Last semester, I was drowning. My thermodynamics professor spoke at a hundred miles an hour, his slides were dense, and my usual method of frantically scribbling notes left me with more questions than answers. I’d walk out of class with pages of half-formed thoughts, missing critical equations, and struggling to remember the core concepts. It felt like I was spending more time trying to *capture* information than *understand* it. That’s when I finally decided to give AI-powered note taking for students a serious shot.
I wasn’t looking for a magic bullet, just something that could offload the transcription burden. My goal was simple: free up my mental bandwidth during lectures so I could actually listen and engage, rather than just copy. What I found was a mixed bag of genuinely useful features and frustrating limitations.
The Promise vs. The Pain of Transcription Accuracy
Many tools promise perfect transcription, but reality often falls short. I started with a few free online transcribers, just basic audio-to-text. They’re fine for clear, slow speech in a quiet room. University lecture halls, however, are rarely quiet. You’ve got the professor’s accent, the occasional cough from the student next to you, the rustle of papers, and specialized terminology that AI models often butcher.
For example, a lecture on ‘Maxwell’s equations’ often became ‘Max will’s equations’ or even ‘max wells equations.’ It sounds minor, but imagine having to correct dozens of these throughout a two-hour lecture. It defeats the purpose of saving time. I found that if I didn’t get at least 90% accuracy, the editing time ate into any gains. This was my biggest gripe early on: the cognitive load of fixing bad transcription could sometimes be worse than just typing it out myself from a recording.
Some tools, like Fathom (which I initially used for work meetings, but found surprisingly adaptable), performed better because they’re trained on a wider variety of speech patterns and often incorporate speaker differentiation. It’s not perfect, but it handles a fast-talking professor and background noise much better than generic models. The summaries Fathom generates, even for a lecture, often pull out key concepts and questions, which I found incredibly useful for pre-study review.
Beyond Just Words: What Makes an AI Note-Taker Actually Smart?
Transcription is just the baseline. What makes AI note-takers valuable for students is their ability to process and organize that information. Raw text dumps are overwhelming. I needed structure.
The better tools go beyond simple text. They identify key themes, summarize complex sections, and sometimes even generate potential exam questions.

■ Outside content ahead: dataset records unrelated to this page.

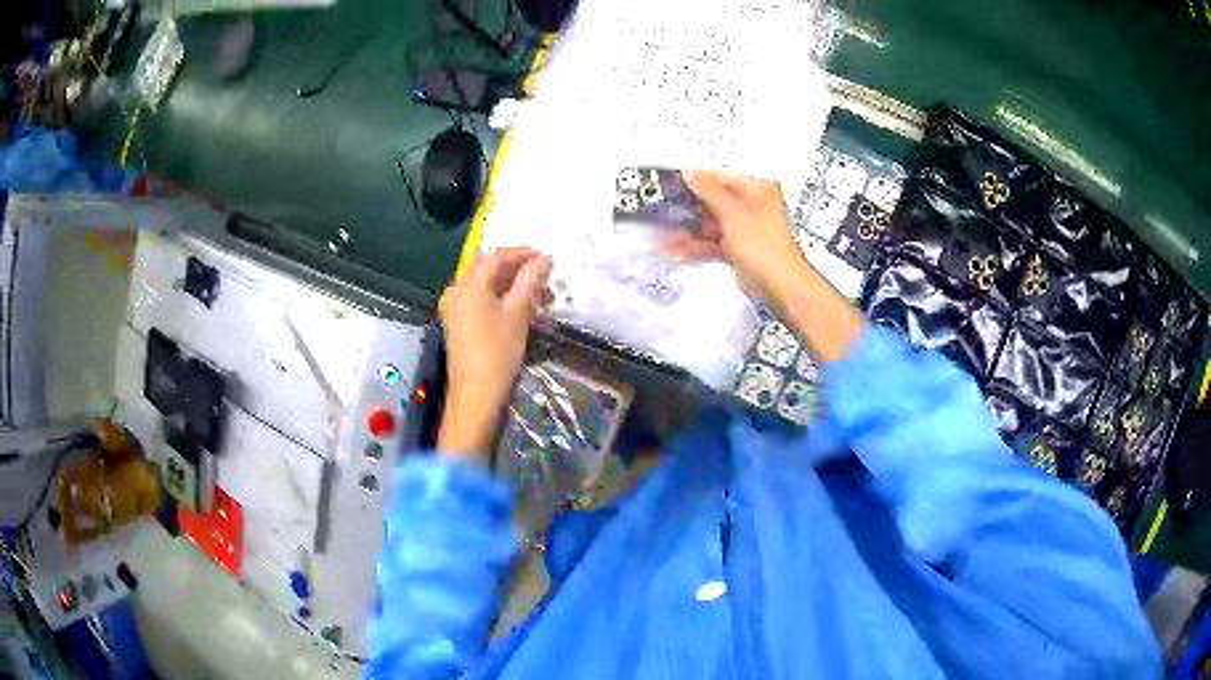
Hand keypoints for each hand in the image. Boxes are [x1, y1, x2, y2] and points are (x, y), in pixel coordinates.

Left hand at [437, 247, 551, 460]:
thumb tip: (544, 258)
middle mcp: (457, 291)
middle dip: (519, 271)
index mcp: (469, 285)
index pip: (496, 257)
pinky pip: (481, 301)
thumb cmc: (497, 351)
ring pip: (487, 287)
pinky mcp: (459, 324)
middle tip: (546, 277)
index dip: (522, 253)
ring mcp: (455, 308)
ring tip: (540, 296)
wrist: (476, 394)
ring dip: (513, 286)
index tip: (545, 256)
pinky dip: (502, 299)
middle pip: (489, 270)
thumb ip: (530, 280)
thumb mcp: (518, 313)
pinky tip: (522, 308)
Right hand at [666, 170, 861, 361]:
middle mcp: (751, 207)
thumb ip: (708, 190)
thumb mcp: (732, 211)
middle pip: (713, 201)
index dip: (697, 180)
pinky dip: (696, 246)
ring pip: (710, 224)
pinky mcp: (737, 250)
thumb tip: (689, 171)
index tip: (673, 183)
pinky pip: (712, 243)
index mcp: (757, 190)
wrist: (778, 285)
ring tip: (663, 234)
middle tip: (663, 209)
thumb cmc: (765, 245)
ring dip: (688, 230)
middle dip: (688, 209)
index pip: (721, 178)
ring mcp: (744, 230)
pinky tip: (676, 249)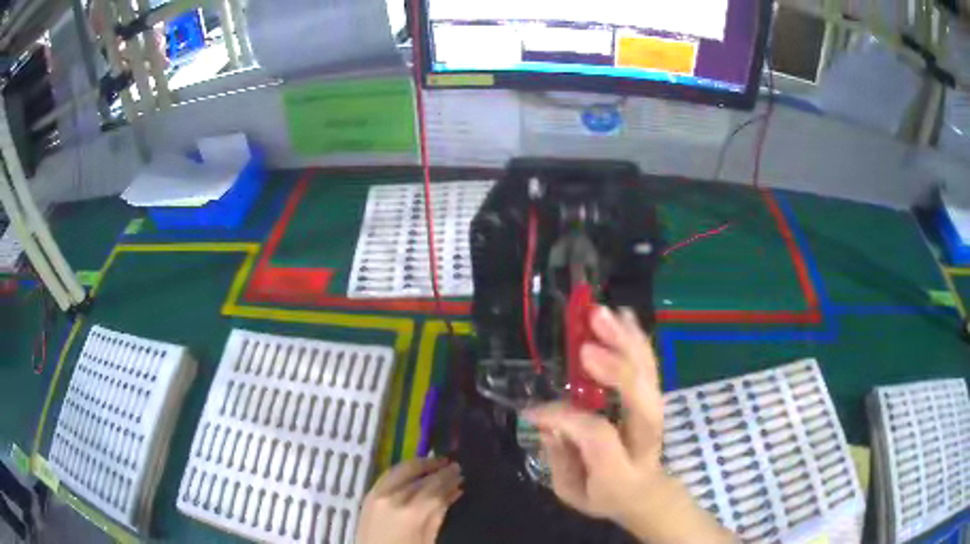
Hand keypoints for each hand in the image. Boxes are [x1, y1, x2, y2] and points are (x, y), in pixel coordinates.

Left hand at [356, 457, 462, 543]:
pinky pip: (388, 475)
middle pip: (417, 474)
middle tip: (452, 464)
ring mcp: (376, 494)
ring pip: (400, 469)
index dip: (449, 477)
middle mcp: (392, 497)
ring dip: (419, 465)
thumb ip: (439, 514)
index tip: (461, 470)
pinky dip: (404, 471)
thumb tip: (454, 492)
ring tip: (436, 464)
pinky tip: (415, 473)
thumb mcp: (428, 539)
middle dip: (436, 467)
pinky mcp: (368, 496)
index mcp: (411, 512)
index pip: (435, 486)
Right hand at [524, 307, 731, 542]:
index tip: (534, 410)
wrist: (645, 492)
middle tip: (586, 345)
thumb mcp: (571, 491)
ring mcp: (655, 416)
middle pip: (641, 402)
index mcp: (620, 470)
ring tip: (602, 315)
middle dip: (617, 371)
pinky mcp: (655, 399)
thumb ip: (559, 459)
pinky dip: (637, 340)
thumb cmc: (604, 494)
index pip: (597, 435)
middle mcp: (644, 439)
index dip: (566, 418)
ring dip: (626, 344)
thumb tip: (548, 421)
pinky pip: (649, 367)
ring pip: (648, 377)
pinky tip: (624, 316)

For instance, after a lecture on organic chemistry, a good AI note-taker might highlight the reaction mechanisms discussed, list the reagents, and even suggest practice problems based on the content. This is where tools that understand context really shine.
I’ve tried exporting transcripts into an external tool like Obsidian, which is fantastic for linking concepts, but the initial summarization and question generation from the AI tool itself saves a huge amount of manual effort. It gives me a starting point, a scaffold for my own deeper understanding. One feature I genuinely appreciate is when a tool can identify ‘actionable’ items, even in a lecture context. So instead of just transcribing ‘Professor mentioned we should review chapter 7,’ it might flag ‘Review Chapter 7 on [Topic X] before next week’s quiz’ as a distinct item. It’s a small thing, but it helps immensely with study planning.

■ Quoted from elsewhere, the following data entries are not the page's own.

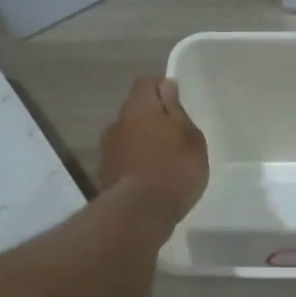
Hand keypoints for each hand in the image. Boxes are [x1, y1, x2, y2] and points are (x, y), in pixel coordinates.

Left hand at [99, 76, 207, 224]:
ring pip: (129, 136)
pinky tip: (152, 180)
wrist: (139, 213)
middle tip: (176, 136)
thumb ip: (176, 110)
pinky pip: (125, 160)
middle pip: (136, 111)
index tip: (179, 105)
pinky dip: (136, 164)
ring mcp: (107, 150)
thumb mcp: (190, 136)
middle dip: (153, 119)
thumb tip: (166, 85)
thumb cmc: (174, 168)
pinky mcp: (105, 175)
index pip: (146, 83)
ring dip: (143, 143)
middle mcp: (117, 123)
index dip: (163, 89)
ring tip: (165, 161)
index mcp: (138, 107)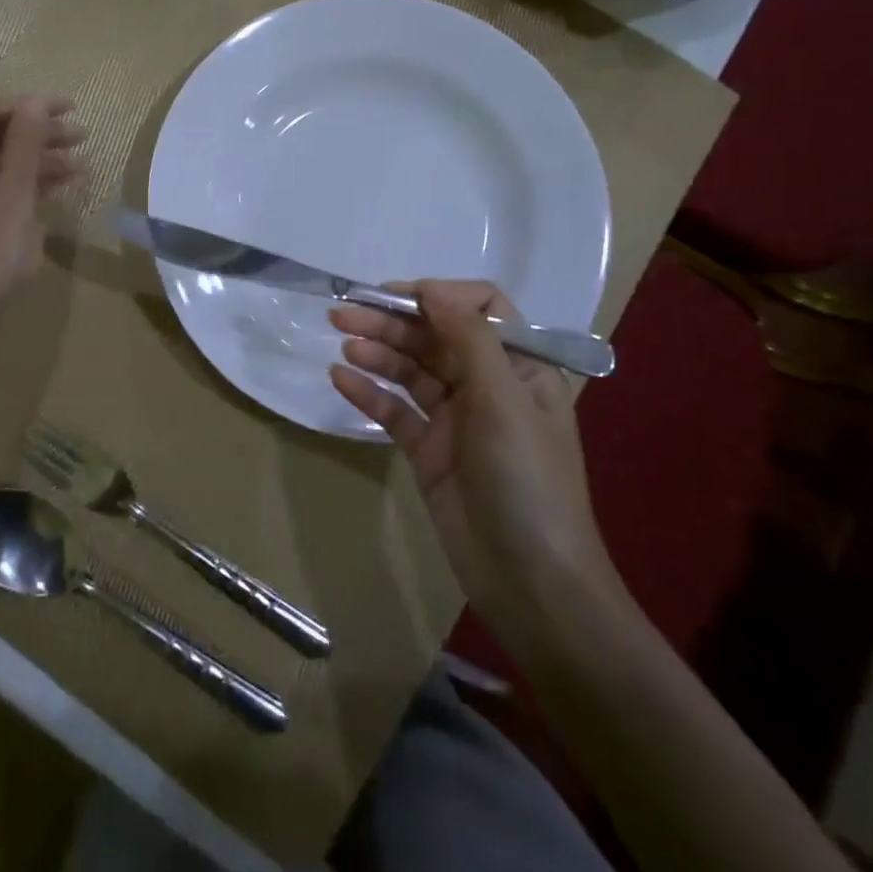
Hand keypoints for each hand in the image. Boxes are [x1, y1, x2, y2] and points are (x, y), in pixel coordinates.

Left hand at [0, 95, 85, 340]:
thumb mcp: (9, 201)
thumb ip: (23, 149)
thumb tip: (36, 100)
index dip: (30, 106)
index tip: (71, 108)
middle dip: (39, 133)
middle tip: (83, 136)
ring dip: (38, 161)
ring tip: (81, 165)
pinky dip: (28, 186)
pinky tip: (61, 188)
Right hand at [329, 281, 618, 609]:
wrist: (531, 582)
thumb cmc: (526, 480)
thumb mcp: (504, 399)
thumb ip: (468, 339)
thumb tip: (431, 289)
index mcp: (520, 365)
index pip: (481, 309)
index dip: (439, 296)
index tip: (396, 297)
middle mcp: (487, 384)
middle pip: (436, 337)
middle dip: (393, 322)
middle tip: (343, 313)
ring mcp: (456, 419)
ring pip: (411, 371)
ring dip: (378, 352)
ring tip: (342, 341)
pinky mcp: (430, 451)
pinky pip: (396, 412)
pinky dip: (370, 393)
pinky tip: (341, 380)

My Workflow: Fathom, Notion, and the Constant Battle with Data Limits
Here’s the workflow I settled on for my most challenging courses: I record lectures (with permission, of course) using my phone’s voice recorder, then upload the audio to a tool like Fathom. Fathom processes the audio, gives me a transcript, and generates a summary and some key points. I’ll usually skim the transcript for glaring errors, correct the most critical ones (like those equation names), and then export the summary and key points to Notion. In Notion, I link these notes to my course page, add my own reflections, and elaborate on areas I found confusing during the lecture.
This combination has been a concrete love for me. It means I’m not frantically typing during class. I’m listening, asking questions, and letting the AI handle the grunt work. When I sit down to review, I have a clean, organized starting point instead of my messy handwriting. It’s cut my post-lecture review time by a good third.
Now, about the cost. Fathom’s free tier is quite generous for meetings, giving you a few hours a month. For a student taking multiple demanding courses, where you might have 10-15 hours of lectures a week, you’ll hit that limit fast. Their paid plans start around $19/month for unlimited usage, which, honestly, is a bit steep for a student budget. If you’re only using it for one or two critical classes, it might be justifiable for the time savings, but for a full course load, it adds up. I think $9/month would be a fairer price point for students. I’ve ended up paying for it only during particularly intense semesters.